Friday, April 26, 2013

Time Warner Cable shifts away from "triple play"

By Liana B. Baker

(Reuters) - Time Warner Cable Inc, the second-largest U.S. cable provider, will no longer push "triple play" packages of Internet, video and voice on its customers, a departure from the long-held industry practice of bundling the services together.

Time Warner Cable is the first cable company to acknowledge that customers would prefer to pay for television and Internet, as opposed to phone services where demand has been dwindling as people use their cellphones at home.

"In many cases we caused customers who didn't need or want phone to take a triple play offer just to get the triple play rates," Chief Operating Officer Rob Marcus told a conference call with investors on Thursday.

The cable industry faces a challenge from customers who consume an increasing amount of Internet video and subscribe to lower cost alternatives such as Netflix. Time Warner Cable issued earnings on Thursday that showed it lost a worse-than-expected 119,000 video customers in the first quarter.

It said the new strategy, which was rolled out in the first quarter, drove more customers to sign up for single or double play packages than before, while fewer people signed up for triple play than in the past.

Part of the rationale for the change is that customers will spend more when they feel they are using all their services, Marcus said.

"Many customers choose not to take phone but instead spent their money on incremental speeds and other ancillaries. That's good for us and good for our customers," Marcus said.

He said it would take time for the new pricing and packaging to deliver results but said that, so far, new customers were spending more than a year ago. Average revenue per subscriber was $104.84, up by $1.27 from the fourth quarter of last year.

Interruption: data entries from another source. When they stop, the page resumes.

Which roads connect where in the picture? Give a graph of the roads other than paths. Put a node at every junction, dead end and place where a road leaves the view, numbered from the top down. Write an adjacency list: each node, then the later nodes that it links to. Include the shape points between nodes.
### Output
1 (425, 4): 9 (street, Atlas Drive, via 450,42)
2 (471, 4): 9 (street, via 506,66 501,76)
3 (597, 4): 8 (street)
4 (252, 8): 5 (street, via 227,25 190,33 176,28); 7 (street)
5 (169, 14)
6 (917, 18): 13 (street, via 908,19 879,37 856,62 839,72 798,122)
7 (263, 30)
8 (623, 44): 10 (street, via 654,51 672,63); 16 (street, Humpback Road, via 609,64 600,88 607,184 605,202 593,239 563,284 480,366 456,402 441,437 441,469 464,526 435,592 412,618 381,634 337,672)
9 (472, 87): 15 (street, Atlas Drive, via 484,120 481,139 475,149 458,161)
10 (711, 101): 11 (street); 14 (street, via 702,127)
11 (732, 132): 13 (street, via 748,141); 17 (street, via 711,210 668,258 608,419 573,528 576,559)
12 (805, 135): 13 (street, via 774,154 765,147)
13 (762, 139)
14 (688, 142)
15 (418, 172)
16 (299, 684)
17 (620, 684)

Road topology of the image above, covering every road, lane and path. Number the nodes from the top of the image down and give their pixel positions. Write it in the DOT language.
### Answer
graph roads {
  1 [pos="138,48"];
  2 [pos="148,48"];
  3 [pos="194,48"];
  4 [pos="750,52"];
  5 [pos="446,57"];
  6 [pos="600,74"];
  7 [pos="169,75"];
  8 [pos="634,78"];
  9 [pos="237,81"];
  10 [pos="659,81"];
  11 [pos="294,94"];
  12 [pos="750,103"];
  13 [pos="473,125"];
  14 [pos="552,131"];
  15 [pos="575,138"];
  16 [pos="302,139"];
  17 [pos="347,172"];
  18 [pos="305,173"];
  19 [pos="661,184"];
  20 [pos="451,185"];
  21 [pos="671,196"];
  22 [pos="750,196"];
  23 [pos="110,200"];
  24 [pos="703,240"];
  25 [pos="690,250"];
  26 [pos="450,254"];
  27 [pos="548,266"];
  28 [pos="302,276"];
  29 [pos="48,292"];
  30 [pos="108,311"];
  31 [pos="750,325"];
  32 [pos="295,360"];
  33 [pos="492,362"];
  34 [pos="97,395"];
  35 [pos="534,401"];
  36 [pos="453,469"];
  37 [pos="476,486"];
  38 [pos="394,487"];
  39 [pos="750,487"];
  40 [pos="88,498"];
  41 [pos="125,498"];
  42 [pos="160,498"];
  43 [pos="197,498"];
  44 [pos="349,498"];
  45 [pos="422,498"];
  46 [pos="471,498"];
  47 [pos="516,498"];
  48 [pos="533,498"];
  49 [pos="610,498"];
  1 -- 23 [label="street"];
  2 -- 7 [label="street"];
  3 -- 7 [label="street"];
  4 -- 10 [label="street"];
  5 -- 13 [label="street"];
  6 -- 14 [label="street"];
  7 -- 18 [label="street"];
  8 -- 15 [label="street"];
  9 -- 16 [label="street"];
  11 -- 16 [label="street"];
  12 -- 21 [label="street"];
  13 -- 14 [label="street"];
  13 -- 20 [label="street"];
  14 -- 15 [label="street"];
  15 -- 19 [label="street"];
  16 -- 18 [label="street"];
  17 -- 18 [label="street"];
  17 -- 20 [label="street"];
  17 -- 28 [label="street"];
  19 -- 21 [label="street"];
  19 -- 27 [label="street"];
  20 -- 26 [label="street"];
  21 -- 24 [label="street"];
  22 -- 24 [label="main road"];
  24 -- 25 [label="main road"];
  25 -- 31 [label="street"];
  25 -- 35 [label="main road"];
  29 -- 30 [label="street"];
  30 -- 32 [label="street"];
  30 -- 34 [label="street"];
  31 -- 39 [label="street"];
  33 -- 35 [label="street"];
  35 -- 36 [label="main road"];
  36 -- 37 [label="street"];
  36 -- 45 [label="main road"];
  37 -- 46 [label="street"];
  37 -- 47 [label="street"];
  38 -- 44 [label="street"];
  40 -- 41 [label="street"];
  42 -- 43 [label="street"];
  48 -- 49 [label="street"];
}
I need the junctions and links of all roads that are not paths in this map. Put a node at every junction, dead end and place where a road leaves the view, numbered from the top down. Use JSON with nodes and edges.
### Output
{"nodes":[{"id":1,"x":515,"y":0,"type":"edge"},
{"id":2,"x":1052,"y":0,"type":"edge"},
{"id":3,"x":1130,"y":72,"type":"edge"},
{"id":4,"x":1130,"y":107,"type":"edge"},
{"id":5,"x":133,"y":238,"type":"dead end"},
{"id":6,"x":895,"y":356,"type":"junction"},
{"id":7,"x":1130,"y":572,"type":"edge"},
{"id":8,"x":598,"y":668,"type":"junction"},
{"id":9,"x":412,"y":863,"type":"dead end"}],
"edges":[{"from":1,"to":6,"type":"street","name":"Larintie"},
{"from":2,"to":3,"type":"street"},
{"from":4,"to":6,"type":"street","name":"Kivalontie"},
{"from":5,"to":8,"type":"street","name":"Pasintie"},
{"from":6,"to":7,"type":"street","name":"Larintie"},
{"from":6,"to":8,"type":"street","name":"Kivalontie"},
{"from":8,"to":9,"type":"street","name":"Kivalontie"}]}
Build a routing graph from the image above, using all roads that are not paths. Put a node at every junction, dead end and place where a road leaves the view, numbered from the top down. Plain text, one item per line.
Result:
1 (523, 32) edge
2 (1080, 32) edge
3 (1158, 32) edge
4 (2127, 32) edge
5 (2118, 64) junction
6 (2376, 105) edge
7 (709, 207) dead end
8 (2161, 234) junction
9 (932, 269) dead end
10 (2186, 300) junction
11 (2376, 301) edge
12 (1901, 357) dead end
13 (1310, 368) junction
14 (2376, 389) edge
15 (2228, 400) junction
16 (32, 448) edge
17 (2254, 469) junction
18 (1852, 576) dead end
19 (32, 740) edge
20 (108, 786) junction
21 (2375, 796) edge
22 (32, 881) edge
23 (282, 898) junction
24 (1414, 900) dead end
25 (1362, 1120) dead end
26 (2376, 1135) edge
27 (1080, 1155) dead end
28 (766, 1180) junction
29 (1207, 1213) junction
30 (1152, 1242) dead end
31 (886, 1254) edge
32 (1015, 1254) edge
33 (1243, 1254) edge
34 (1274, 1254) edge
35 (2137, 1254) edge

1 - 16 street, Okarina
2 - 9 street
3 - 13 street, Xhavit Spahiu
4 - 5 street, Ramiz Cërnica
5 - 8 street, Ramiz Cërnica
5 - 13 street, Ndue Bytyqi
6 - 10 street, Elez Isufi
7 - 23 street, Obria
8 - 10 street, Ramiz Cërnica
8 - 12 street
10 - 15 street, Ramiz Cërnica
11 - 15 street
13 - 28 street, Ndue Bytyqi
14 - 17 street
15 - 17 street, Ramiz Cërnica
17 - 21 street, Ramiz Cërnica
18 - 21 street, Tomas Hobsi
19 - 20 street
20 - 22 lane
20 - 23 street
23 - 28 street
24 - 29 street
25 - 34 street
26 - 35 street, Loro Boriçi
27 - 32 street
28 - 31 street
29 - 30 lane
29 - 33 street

Customers who want a "triple play" package with voice can still buy it and those bundles will still be marketed. But when potential customers call the company to sign up, the representatives will try to tailor a service package to what customers want, a spokesman added.

ISI Group cable analyst Vijay Jayant said Time Warner Cable was right to shift away from what has been a flagship offering for the industry since at least 2005, because consumer tastes are changing.

"In this environment, who really wants to pay for a wireline phone service?" Jayant said.

RESULTS

Time Warner Cable added only 143,000 high-speed data subscribers in the first quarter, far fewer than the 181,000 subscriber additions that analysts had expected, according to StreetAccount.

Time Warner Cable and its larger rival, Comcast Corp, have increasingly relied on internet customers for growth as they continue to lose cable-TV subscribers and grapple with rising programming costs.

Net income attributable to Time Warner Cable rose to $401 million, or $1.34 per share, in the first quarter, from $382 million, or $1.20 per share, a year earlier.

Excluding items, the company earned $1.41 per share, which beat analysts' average estimate of $1.37 per share.

Revenue rose about 6.6 percent to $5.48 billion, which fell short of analyst estimates of $5.49 billion

Shares of Time Warner Cable were down 0.5 percent to $92.30 in afternoon trading.